- **Task objective**
Pick out all lines of the entries that include the word "dead" and copy them.

[Dataset entries]
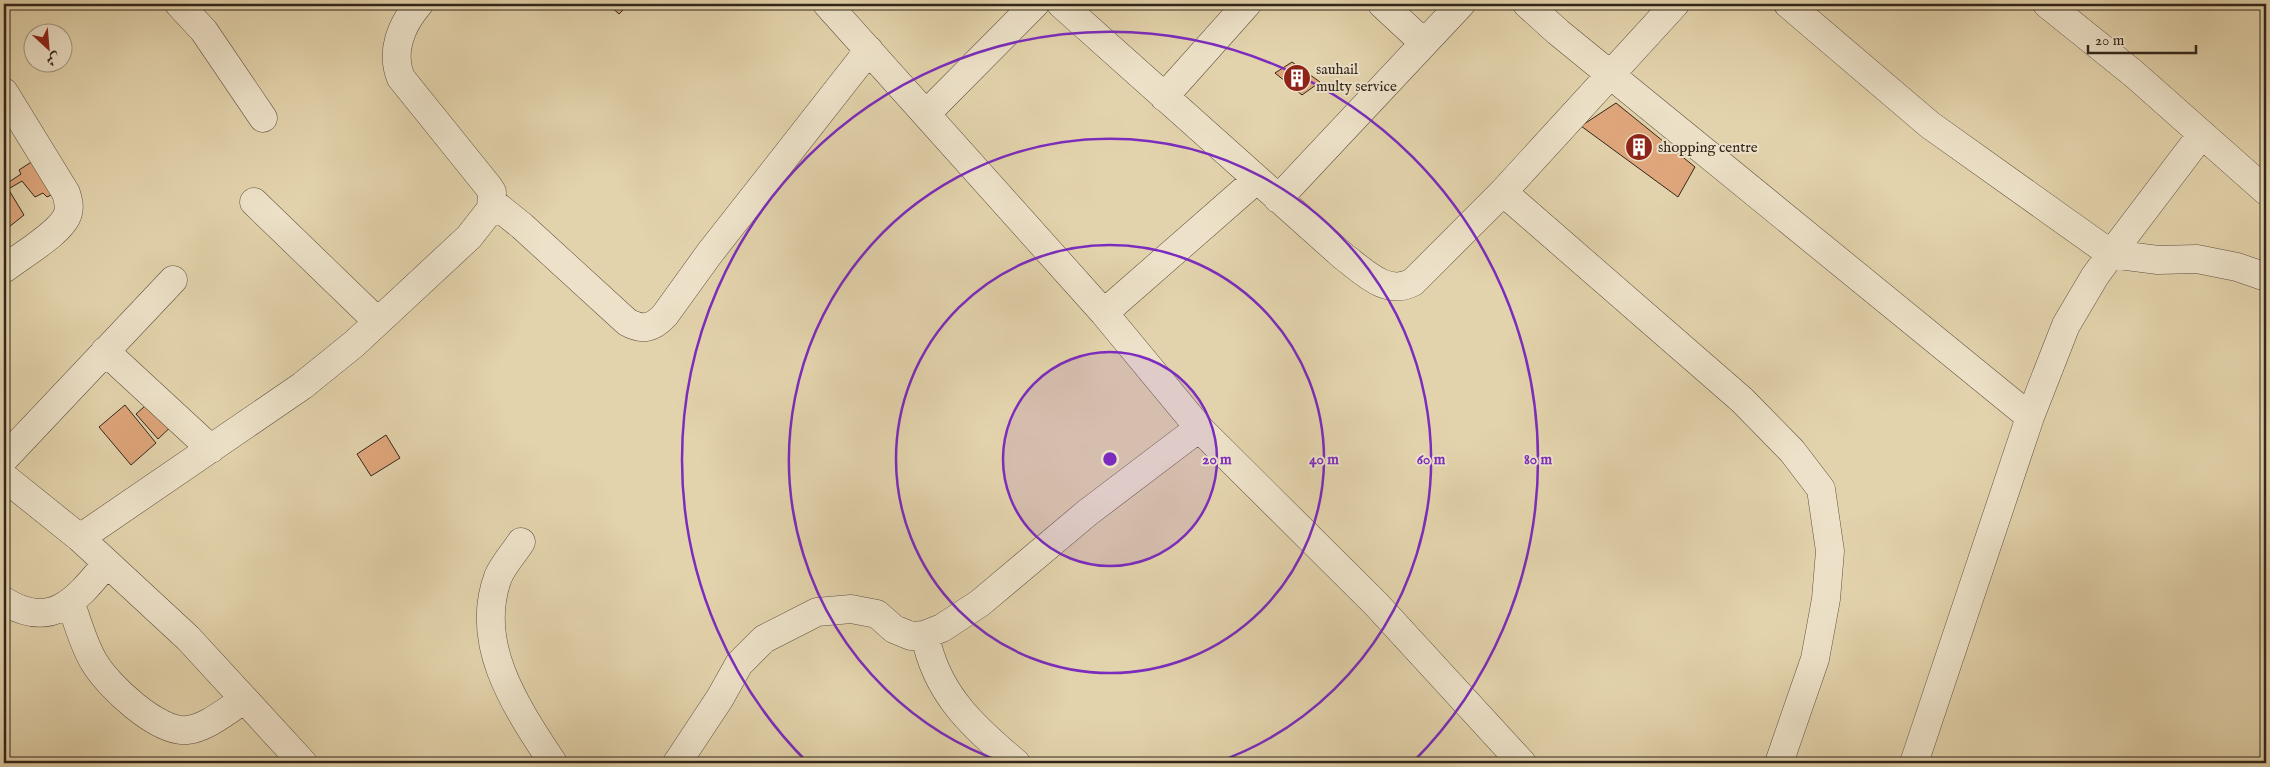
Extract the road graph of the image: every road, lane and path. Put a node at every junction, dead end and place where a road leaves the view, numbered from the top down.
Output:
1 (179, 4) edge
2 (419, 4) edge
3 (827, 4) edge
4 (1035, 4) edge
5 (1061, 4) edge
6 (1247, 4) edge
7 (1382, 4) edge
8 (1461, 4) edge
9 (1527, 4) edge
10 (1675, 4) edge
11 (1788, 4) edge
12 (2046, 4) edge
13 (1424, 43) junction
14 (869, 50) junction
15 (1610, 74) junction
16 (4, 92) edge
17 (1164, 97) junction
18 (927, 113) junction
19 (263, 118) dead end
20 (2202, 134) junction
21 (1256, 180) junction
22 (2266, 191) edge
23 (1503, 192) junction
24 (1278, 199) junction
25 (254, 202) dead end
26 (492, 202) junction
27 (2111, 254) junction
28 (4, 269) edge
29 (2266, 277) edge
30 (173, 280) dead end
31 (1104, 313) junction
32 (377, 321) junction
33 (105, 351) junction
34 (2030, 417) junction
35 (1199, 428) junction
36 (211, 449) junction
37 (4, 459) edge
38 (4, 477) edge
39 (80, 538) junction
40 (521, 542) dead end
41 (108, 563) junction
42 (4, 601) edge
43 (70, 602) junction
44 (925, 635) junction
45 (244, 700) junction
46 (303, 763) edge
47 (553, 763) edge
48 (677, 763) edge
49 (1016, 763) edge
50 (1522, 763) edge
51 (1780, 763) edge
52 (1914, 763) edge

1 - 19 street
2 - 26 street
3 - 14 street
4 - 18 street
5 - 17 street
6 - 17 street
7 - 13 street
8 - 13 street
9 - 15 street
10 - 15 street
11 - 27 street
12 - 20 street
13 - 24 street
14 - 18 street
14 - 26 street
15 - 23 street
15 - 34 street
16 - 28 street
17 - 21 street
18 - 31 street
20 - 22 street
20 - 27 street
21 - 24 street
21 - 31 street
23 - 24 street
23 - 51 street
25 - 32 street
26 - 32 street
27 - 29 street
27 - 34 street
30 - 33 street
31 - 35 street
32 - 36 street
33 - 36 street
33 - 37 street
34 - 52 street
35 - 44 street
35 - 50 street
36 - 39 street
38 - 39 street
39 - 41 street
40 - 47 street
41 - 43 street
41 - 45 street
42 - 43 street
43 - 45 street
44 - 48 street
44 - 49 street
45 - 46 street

- **Written response**
Extract the road graph of the image: every road, lane and path. Put a node at every junction, dead end and place where a road leaves the view, numbered from the top down.
19 (263, 118) dead end
25 (254, 202) dead end
30 (173, 280) dead end
40 (521, 542) dead end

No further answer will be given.